| Data for review |

%%

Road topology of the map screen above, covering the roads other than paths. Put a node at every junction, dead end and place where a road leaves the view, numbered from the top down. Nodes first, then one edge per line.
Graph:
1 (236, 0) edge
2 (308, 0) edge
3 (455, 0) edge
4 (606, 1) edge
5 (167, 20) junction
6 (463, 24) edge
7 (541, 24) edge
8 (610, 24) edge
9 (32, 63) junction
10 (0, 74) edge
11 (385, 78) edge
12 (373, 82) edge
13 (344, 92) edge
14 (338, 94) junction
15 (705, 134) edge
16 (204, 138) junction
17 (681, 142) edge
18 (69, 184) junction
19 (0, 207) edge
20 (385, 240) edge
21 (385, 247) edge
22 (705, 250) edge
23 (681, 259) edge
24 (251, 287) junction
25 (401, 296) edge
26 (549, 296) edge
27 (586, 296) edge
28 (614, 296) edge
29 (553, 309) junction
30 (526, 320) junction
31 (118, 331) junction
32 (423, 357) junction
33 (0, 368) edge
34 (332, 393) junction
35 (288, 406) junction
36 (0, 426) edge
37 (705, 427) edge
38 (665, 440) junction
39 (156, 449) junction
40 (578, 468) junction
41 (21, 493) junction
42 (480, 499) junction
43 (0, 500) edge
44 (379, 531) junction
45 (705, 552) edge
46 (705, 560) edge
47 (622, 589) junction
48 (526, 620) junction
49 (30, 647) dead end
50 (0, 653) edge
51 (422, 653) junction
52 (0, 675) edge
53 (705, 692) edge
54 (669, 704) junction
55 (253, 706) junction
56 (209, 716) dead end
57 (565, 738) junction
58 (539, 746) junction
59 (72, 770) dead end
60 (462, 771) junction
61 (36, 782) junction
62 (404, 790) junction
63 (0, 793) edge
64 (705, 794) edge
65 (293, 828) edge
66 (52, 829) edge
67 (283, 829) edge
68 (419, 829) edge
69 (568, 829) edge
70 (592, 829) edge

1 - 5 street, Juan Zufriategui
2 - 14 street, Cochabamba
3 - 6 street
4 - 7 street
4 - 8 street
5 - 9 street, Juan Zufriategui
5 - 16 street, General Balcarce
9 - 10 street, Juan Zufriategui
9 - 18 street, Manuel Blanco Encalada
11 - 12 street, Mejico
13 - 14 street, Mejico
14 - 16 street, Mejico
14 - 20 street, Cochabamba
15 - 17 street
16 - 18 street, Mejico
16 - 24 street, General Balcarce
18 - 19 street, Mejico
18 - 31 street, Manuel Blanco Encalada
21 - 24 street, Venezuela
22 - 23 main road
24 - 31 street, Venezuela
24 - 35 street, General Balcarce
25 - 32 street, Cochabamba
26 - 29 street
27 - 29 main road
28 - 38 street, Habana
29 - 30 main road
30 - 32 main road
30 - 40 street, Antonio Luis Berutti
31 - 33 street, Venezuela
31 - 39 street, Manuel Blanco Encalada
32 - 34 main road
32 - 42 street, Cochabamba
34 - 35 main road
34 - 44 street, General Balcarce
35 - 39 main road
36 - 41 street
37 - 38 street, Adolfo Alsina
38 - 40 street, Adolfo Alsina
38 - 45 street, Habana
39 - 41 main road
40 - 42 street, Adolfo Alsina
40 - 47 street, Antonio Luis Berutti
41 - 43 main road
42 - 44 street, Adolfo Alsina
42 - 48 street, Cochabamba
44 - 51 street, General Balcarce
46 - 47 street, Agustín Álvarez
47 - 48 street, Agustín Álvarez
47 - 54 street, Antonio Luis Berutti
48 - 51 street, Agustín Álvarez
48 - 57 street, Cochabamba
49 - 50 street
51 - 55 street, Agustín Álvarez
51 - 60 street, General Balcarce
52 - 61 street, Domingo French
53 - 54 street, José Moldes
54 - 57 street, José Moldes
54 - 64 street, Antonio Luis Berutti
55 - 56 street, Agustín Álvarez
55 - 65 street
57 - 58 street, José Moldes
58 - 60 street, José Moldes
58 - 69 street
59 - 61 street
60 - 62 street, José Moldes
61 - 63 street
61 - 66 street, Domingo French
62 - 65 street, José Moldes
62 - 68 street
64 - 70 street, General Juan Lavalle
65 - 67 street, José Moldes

%%

| What to produce |
An identical copy of the entries above is the expected result.

| Expected answer |
Road topology of the map screen above, covering the roads other than paths. Put a node at every junction, dead end and place where a road leaves the view, numbered from the top down. Nodes first, then one edge per line.
Graph:
1 (236, 0) edge
2 (308, 0) edge
3 (455, 0) edge
4 (606, 1) edge
5 (167, 20) junction
6 (463, 24) edge
7 (541, 24) edge
8 (610, 24) edge
9 (32, 63) junction
10 (0, 74) edge
11 (385, 78) edge
12 (373, 82) edge
13 (344, 92) edge
14 (338, 94) junction
15 (705, 134) edge
16 (204, 138) junction
17 (681, 142) edge
18 (69, 184) junction
19 (0, 207) edge
20 (385, 240) edge
21 (385, 247) edge
22 (705, 250) edge
23 (681, 259) edge
24 (251, 287) junction
25 (401, 296) edge
26 (549, 296) edge
27 (586, 296) edge
28 (614, 296) edge
29 (553, 309) junction
30 (526, 320) junction
31 (118, 331) junction
32 (423, 357) junction
33 (0, 368) edge
34 (332, 393) junction
35 (288, 406) junction
36 (0, 426) edge
37 (705, 427) edge
38 (665, 440) junction
39 (156, 449) junction
40 (578, 468) junction
41 (21, 493) junction
42 (480, 499) junction
43 (0, 500) edge
44 (379, 531) junction
45 (705, 552) edge
46 (705, 560) edge
47 (622, 589) junction
48 (526, 620) junction
49 (30, 647) dead end
50 (0, 653) edge
51 (422, 653) junction
52 (0, 675) edge
53 (705, 692) edge
54 (669, 704) junction
55 (253, 706) junction
56 (209, 716) dead end
57 (565, 738) junction
58 (539, 746) junction
59 (72, 770) dead end
60 (462, 771) junction
61 (36, 782) junction
62 (404, 790) junction
63 (0, 793) edge
64 (705, 794) edge
65 (293, 828) edge
66 (52, 829) edge
67 (283, 829) edge
68 (419, 829) edge
69 (568, 829) edge
70 (592, 829) edge

1 - 5 street, Juan Zufriategui
2 - 14 street, Cochabamba
3 - 6 street
4 - 7 street
4 - 8 street
5 - 9 street, Juan Zufriategui
5 - 16 street, General Balcarce
9 - 10 street, Juan Zufriategui
9 - 18 street, Manuel Blanco Encalada
11 - 12 street, Mejico
13 - 14 street, Mejico
14 - 16 street, Mejico
14 - 20 street, Cochabamba
15 - 17 street
16 - 18 street, Mejico
16 - 24 street, General Balcarce
18 - 19 street, Mejico
18 - 31 street, Manuel Blanco Encalada
21 - 24 street, Venezuela
22 - 23 main road
24 - 31 street, Venezuela
24 - 35 street, General Balcarce
25 - 32 street, Cochabamba
26 - 29 street
27 - 29 main road
28 - 38 street, Habana
29 - 30 main road
30 - 32 main road
30 - 40 street, Antonio Luis Berutti
31 - 33 street, Venezuela
31 - 39 street, Manuel Blanco Encalada
32 - 34 main road
32 - 42 street, Cochabamba
34 - 35 main road
34 - 44 street, General Balcarce
35 - 39 main road
36 - 41 street
37 - 38 street, Adolfo Alsina
38 - 40 street, Adolfo Alsina
38 - 45 street, Habana
39 - 41 main road
40 - 42 street, Adolfo Alsina
40 - 47 street, Antonio Luis Berutti
41 - 43 main road
42 - 44 street, Adolfo Alsina
42 - 48 street, Cochabamba
44 - 51 street, General Balcarce
46 - 47 street, Agustín Álvarez
47 - 48 street, Agustín Álvarez
47 - 54 street, Antonio Luis Berutti
48 - 51 street, Agustín Álvarez
48 - 57 street, Cochabamba
49 - 50 street
51 - 55 street, Agustín Álvarez
51 - 60 street, General Balcarce
52 - 61 street, Domingo French
53 - 54 street, José Moldes
54 - 57 street, José Moldes
54 - 64 street, Antonio Luis Berutti
55 - 56 street, Agustín Álvarez
55 - 65 street
57 - 58 street, José Moldes
58 - 60 street, José Moldes
58 - 69 street
59 - 61 street
60 - 62 street, José Moldes
61 - 63 street
61 - 66 street, Domingo French
62 - 65 street, José Moldes
62 - 68 street
64 - 70 street, General Juan Lavalle
65 - 67 street, José Moldes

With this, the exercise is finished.